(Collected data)
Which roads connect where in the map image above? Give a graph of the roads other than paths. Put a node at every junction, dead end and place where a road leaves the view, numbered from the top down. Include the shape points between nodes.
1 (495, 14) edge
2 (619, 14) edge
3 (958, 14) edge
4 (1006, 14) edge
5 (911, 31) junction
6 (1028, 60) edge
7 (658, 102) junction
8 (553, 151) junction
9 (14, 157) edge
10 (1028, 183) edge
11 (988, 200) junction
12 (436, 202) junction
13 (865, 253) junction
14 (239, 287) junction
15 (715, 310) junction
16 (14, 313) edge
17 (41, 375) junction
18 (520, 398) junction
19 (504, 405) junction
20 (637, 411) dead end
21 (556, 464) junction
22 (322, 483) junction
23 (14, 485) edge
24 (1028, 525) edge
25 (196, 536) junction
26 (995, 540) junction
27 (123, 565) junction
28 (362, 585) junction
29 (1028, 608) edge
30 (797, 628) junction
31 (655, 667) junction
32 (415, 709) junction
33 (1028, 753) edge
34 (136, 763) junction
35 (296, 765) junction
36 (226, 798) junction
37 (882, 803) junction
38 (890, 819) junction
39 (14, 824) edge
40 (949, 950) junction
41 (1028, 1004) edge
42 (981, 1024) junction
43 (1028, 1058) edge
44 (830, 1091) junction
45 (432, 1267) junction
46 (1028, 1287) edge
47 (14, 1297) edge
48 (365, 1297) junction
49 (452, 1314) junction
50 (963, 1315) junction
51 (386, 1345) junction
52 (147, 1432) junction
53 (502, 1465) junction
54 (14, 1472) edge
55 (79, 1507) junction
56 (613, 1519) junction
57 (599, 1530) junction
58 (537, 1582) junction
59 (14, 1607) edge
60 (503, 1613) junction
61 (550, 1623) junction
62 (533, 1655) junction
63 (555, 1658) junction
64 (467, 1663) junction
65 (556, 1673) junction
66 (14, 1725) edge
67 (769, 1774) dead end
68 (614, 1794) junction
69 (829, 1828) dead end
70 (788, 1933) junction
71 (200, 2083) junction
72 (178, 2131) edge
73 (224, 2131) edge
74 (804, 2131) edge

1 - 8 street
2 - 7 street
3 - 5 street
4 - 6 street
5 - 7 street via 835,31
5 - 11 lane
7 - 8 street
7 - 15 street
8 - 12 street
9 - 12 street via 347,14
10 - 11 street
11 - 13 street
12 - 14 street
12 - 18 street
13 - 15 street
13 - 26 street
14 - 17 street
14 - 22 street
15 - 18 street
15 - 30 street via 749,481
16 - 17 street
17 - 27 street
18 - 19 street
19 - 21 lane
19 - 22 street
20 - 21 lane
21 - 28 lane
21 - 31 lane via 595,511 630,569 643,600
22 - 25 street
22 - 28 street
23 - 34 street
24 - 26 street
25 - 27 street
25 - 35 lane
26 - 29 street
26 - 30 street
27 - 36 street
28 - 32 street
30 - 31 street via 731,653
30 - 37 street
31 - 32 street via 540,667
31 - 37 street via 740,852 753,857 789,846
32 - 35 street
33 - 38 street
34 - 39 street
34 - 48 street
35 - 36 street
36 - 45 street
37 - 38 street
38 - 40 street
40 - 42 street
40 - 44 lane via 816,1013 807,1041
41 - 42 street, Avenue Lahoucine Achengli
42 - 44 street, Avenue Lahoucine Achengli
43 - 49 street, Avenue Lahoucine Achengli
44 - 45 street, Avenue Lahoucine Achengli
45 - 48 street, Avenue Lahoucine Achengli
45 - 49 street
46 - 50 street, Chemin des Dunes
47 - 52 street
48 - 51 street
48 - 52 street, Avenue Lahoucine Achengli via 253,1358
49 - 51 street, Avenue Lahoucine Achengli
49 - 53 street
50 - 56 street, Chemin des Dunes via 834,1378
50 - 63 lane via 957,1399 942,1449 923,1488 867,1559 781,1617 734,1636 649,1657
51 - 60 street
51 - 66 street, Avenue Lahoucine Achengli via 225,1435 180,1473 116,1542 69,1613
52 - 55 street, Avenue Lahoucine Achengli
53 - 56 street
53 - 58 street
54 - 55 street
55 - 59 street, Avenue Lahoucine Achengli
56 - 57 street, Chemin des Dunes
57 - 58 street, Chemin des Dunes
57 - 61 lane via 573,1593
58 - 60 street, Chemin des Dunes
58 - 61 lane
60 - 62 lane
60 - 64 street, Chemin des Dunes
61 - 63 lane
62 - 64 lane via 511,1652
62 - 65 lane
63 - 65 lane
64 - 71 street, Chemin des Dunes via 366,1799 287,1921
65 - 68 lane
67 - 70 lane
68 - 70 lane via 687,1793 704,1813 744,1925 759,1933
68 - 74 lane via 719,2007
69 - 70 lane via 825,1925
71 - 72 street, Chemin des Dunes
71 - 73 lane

*WORK ITEM*. Each record has to be given again exactly as written.

*TASK OUTPUT*.
Which roads connect where in the map image above? Give a graph of the roads other than paths. Put a node at every junction, dead end and place where a road leaves the view, numbered from the top down. Include the shape points between nodes.
1 (495, 14) edge
2 (619, 14) edge
3 (958, 14) edge
4 (1006, 14) edge
5 (911, 31) junction
6 (1028, 60) edge
7 (658, 102) junction
8 (553, 151) junction
9 (14, 157) edge
10 (1028, 183) edge
11 (988, 200) junction
12 (436, 202) junction
13 (865, 253) junction
14 (239, 287) junction
15 (715, 310) junction
16 (14, 313) edge
17 (41, 375) junction
18 (520, 398) junction
19 (504, 405) junction
20 (637, 411) dead end
21 (556, 464) junction
22 (322, 483) junction
23 (14, 485) edge
24 (1028, 525) edge
25 (196, 536) junction
26 (995, 540) junction
27 (123, 565) junction
28 (362, 585) junction
29 (1028, 608) edge
30 (797, 628) junction
31 (655, 667) junction
32 (415, 709) junction
33 (1028, 753) edge
34 (136, 763) junction
35 (296, 765) junction
36 (226, 798) junction
37 (882, 803) junction
38 (890, 819) junction
39 (14, 824) edge
40 (949, 950) junction
41 (1028, 1004) edge
42 (981, 1024) junction
43 (1028, 1058) edge
44 (830, 1091) junction
45 (432, 1267) junction
46 (1028, 1287) edge
47 (14, 1297) edge
48 (365, 1297) junction
49 (452, 1314) junction
50 (963, 1315) junction
51 (386, 1345) junction
52 (147, 1432) junction
53 (502, 1465) junction
54 (14, 1472) edge
55 (79, 1507) junction
56 (613, 1519) junction
57 (599, 1530) junction
58 (537, 1582) junction
59 (14, 1607) edge
60 (503, 1613) junction
61 (550, 1623) junction
62 (533, 1655) junction
63 (555, 1658) junction
64 (467, 1663) junction
65 (556, 1673) junction
66 (14, 1725) edge
67 (769, 1774) dead end
68 (614, 1794) junction
69 (829, 1828) dead end
70 (788, 1933) junction
71 (200, 2083) junction
72 (178, 2131) edge
73 (224, 2131) edge
74 (804, 2131) edge

1 - 8 street
2 - 7 street
3 - 5 street
4 - 6 street
5 - 7 street via 835,31
5 - 11 lane
7 - 8 street
7 - 15 street
8 - 12 street
9 - 12 street via 347,14
10 - 11 street
11 - 13 street
12 - 14 street
12 - 18 street
13 - 15 street
13 - 26 street
14 - 17 street
14 - 22 street
15 - 18 street
15 - 30 street via 749,481
16 - 17 street
17 - 27 street
18 - 19 street
19 - 21 lane
19 - 22 street
20 - 21 lane
21 - 28 lane
21 - 31 lane via 595,511 630,569 643,600
22 - 25 street
22 - 28 street
23 - 34 street
24 - 26 street
25 - 27 street
25 - 35 lane
26 - 29 street
26 - 30 street
27 - 36 street
28 - 32 street
30 - 31 street via 731,653
30 - 37 street
31 - 32 street via 540,667
31 - 37 street via 740,852 753,857 789,846
32 - 35 street
33 - 38 street
34 - 39 street
34 - 48 street
35 - 36 street
36 - 45 street
37 - 38 street
38 - 40 street
40 - 42 street
40 - 44 lane via 816,1013 807,1041
41 - 42 street, Avenue Lahoucine Achengli
42 - 44 street, Avenue Lahoucine Achengli
43 - 49 street, Avenue Lahoucine Achengli
44 - 45 street, Avenue Lahoucine Achengli
45 - 48 street, Avenue Lahoucine Achengli
45 - 49 street
46 - 50 street, Chemin des Dunes
47 - 52 street
48 - 51 street
48 - 52 street, Avenue Lahoucine Achengli via 253,1358
49 - 51 street, Avenue Lahoucine Achengli
49 - 53 street
50 - 56 street, Chemin des Dunes via 834,1378
50 - 63 lane via 957,1399 942,1449 923,1488 867,1559 781,1617 734,1636 649,1657
51 - 60 street
51 - 66 street, Avenue Lahoucine Achengli via 225,1435 180,1473 116,1542 69,1613
52 - 55 street, Avenue Lahoucine Achengli
53 - 56 street
53 - 58 street
54 - 55 street
55 - 59 street, Avenue Lahoucine Achengli
56 - 57 street, Chemin des Dunes
57 - 58 street, Chemin des Dunes
57 - 61 lane via 573,1593
58 - 60 street, Chemin des Dunes
58 - 61 lane
60 - 62 lane
60 - 64 street, Chemin des Dunes
61 - 63 lane
62 - 64 lane via 511,1652
62 - 65 lane
63 - 65 lane
64 - 71 street, Chemin des Dunes via 366,1799 287,1921
65 - 68 lane
67 - 70 lane
68 - 70 lane via 687,1793 704,1813 744,1925 759,1933
68 - 74 lane via 719,2007
69 - 70 lane via 825,1925
71 - 72 street, Chemin des Dunes
71 - 73 lane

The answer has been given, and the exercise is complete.